» Input data:

####################

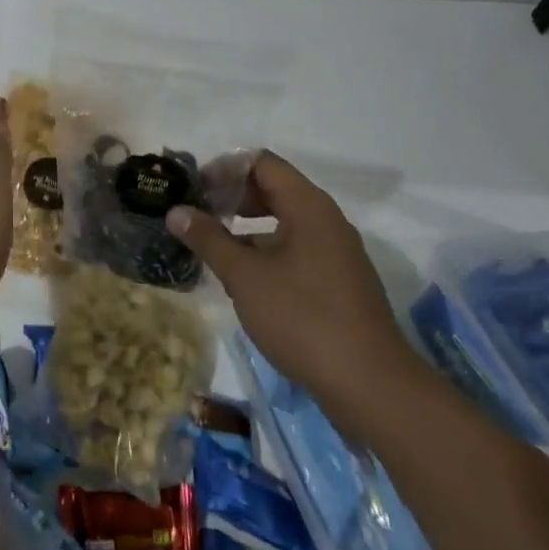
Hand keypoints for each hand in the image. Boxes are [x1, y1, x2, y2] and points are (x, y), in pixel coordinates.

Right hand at [165, 151, 421, 428]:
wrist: (372, 387)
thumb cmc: (303, 318)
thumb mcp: (245, 276)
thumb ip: (209, 239)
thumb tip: (176, 211)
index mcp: (308, 206)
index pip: (261, 163)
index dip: (224, 169)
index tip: (195, 190)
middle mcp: (327, 220)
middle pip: (274, 188)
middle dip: (233, 197)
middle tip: (199, 215)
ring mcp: (337, 252)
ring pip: (285, 220)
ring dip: (247, 226)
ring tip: (214, 246)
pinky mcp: (340, 282)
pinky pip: (297, 248)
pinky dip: (267, 250)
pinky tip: (244, 278)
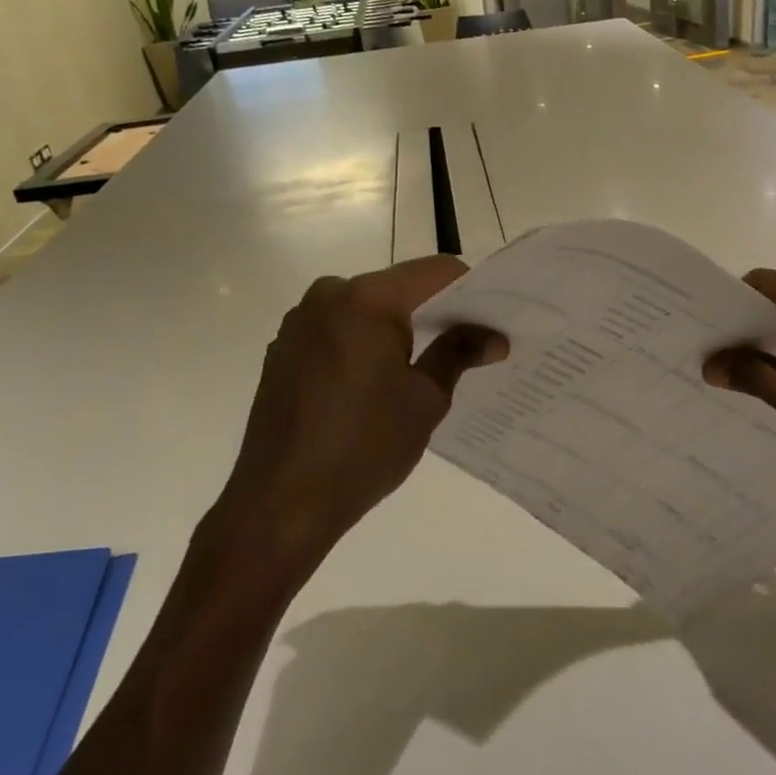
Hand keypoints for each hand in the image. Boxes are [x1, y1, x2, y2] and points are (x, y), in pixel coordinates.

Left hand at [216, 256, 506, 578]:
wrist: (282, 502)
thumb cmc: (364, 448)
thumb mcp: (425, 400)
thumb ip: (458, 354)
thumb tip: (493, 337)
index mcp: (367, 300)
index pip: (435, 272)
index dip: (470, 289)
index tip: (492, 318)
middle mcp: (327, 296)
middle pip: (397, 287)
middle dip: (434, 311)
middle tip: (467, 344)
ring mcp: (299, 321)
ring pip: (365, 309)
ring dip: (396, 328)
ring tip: (421, 368)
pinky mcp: (282, 349)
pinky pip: (337, 330)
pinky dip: (363, 343)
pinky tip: (374, 384)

####################

Lines with the string "pinky": pick each one out of the material and return it.

» Answer area:
pinky mcp: (340, 282)
pinky pip: (297, 248)
pinky dip: (267, 250)
pinky tip: (244, 278)
pinky mcp: (282, 349)
pinky pip: (337, 330)
pinky dip: (363, 343)
pinky tip: (374, 384)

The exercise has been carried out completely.